- [YOUR TASK] Look through the listing below for the word "Kolejní" and copy every line where it occurs.

- [GIVEN RECORDS]

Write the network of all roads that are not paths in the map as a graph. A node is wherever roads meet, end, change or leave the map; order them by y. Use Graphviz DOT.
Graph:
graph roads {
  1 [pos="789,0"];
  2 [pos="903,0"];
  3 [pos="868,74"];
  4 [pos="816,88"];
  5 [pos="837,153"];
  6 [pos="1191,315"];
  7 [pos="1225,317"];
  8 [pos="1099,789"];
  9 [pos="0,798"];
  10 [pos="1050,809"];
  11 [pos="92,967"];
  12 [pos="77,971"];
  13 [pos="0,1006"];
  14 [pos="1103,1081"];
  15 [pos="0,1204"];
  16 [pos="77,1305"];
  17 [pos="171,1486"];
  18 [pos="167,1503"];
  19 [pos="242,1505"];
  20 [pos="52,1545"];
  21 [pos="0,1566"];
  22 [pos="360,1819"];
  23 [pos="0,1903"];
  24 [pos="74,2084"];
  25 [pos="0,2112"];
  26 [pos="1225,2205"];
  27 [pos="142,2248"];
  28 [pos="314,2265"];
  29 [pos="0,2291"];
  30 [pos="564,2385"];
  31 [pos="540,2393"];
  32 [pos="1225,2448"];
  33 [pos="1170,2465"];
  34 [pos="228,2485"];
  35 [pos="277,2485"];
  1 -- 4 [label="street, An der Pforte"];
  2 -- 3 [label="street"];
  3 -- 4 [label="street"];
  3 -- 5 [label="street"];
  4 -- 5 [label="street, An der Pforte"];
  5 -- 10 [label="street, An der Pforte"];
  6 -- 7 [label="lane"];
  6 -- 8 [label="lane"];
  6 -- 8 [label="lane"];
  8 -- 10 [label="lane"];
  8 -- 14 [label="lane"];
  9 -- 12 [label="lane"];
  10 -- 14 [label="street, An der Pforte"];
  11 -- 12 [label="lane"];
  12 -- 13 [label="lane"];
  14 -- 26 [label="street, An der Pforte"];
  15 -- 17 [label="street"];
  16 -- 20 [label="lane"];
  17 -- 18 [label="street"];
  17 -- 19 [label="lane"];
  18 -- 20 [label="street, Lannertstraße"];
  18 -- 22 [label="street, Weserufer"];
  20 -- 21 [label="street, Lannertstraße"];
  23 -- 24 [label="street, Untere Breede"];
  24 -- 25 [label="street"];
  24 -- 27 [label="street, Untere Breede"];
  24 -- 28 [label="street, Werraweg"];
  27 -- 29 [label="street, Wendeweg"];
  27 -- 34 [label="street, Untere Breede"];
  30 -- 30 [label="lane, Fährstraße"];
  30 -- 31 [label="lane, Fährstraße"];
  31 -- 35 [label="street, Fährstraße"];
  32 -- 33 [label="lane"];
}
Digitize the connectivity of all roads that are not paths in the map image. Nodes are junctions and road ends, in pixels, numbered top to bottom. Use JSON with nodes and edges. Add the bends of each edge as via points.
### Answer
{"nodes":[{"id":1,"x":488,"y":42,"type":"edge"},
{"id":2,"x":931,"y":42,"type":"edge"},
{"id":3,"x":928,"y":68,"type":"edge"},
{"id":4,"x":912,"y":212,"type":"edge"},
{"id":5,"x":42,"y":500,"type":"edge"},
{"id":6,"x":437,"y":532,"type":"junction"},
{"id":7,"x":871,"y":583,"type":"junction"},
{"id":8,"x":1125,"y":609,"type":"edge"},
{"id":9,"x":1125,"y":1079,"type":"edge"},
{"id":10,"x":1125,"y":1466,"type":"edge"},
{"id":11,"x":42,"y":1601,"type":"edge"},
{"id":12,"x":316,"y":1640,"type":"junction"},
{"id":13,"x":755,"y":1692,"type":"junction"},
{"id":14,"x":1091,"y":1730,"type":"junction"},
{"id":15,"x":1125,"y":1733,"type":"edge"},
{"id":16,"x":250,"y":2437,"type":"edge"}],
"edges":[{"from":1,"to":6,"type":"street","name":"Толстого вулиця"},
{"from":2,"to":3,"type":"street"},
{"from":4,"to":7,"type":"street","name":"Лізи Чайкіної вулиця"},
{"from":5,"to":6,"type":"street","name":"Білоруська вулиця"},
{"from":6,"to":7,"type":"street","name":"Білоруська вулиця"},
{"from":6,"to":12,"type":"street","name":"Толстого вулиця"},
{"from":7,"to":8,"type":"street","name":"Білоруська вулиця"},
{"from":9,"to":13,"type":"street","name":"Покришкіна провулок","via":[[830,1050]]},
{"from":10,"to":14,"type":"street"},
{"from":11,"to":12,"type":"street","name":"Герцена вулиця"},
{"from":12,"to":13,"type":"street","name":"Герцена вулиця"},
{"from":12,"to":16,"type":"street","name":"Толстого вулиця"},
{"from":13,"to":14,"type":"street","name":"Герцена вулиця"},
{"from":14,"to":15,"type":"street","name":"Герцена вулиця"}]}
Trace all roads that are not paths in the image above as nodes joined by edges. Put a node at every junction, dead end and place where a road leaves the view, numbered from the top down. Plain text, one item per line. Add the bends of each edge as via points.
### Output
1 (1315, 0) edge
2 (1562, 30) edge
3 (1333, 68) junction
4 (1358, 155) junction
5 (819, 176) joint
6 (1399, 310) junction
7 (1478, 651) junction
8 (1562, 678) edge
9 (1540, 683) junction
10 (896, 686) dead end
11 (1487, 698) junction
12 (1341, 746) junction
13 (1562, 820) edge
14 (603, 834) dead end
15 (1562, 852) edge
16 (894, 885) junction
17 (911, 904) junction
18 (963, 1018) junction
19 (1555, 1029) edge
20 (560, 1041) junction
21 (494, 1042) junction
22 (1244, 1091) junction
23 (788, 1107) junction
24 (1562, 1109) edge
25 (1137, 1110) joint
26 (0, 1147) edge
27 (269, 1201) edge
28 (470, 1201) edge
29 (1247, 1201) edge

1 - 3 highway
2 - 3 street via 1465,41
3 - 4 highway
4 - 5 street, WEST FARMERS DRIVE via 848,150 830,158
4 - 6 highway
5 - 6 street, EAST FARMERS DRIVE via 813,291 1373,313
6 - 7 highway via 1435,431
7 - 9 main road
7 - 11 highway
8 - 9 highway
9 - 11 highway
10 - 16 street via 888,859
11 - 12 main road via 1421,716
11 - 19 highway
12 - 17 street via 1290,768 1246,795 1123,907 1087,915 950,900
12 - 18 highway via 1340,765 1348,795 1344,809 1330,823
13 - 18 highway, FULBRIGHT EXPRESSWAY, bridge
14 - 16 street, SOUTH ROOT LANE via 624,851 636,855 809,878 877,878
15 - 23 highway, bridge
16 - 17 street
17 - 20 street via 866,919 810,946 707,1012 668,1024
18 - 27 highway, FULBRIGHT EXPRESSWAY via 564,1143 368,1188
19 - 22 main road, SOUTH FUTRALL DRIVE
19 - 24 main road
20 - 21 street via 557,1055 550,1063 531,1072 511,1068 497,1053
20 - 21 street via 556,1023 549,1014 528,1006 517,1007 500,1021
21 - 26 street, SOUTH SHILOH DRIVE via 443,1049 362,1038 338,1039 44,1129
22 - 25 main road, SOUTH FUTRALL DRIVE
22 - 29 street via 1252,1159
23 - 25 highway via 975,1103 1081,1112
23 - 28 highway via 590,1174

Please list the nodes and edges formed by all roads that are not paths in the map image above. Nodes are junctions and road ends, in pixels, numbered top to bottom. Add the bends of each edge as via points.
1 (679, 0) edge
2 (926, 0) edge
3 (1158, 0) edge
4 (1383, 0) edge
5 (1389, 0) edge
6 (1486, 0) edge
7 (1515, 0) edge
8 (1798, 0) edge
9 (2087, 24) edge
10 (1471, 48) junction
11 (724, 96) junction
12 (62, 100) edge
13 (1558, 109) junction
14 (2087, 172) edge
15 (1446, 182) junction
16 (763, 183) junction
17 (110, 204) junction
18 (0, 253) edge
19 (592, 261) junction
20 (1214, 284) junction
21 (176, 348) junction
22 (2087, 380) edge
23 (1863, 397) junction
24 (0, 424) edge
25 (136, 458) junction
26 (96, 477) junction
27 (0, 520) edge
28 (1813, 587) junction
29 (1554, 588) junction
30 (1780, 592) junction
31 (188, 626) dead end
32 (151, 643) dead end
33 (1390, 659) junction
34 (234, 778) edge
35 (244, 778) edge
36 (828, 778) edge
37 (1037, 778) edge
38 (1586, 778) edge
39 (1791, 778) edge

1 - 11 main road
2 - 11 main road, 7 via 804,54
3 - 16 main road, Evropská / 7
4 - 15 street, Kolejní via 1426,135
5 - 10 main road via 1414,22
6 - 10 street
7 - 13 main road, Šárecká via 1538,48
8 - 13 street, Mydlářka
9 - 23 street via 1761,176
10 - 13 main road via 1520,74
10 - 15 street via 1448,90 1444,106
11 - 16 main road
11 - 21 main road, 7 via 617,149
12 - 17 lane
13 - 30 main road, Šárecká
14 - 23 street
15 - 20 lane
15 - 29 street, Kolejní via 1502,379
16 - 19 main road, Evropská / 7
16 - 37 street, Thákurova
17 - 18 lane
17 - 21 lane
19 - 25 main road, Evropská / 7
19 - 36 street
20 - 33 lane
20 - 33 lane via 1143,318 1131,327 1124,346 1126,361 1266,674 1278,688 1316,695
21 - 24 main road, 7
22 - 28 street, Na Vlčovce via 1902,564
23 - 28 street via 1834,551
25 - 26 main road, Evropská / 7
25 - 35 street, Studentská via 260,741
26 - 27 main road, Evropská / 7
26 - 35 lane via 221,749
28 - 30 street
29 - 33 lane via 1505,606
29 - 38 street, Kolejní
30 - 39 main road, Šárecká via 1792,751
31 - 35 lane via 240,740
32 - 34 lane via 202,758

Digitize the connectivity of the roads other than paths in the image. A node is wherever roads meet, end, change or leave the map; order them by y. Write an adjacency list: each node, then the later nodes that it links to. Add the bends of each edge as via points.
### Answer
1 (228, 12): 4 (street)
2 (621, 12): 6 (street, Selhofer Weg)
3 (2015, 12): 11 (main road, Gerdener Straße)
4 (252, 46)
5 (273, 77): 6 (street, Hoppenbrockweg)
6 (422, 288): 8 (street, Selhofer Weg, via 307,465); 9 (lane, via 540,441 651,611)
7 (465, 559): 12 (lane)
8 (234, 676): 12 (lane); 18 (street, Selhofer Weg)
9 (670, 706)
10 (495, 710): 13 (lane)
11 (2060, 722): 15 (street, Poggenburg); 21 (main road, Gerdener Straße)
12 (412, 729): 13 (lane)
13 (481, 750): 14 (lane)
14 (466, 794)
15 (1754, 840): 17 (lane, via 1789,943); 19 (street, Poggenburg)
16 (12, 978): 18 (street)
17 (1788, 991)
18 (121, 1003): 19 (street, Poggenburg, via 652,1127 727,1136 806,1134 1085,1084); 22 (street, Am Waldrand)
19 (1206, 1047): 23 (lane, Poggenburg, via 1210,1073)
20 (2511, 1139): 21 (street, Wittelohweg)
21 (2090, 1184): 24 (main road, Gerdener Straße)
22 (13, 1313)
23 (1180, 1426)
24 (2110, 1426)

- [RESPONSE TO THE TASK]
4 - 15 street, Kolejní via 1426,135
15 - 29 street, Kolejní via 1502,379
29 - 38 street, Kolejní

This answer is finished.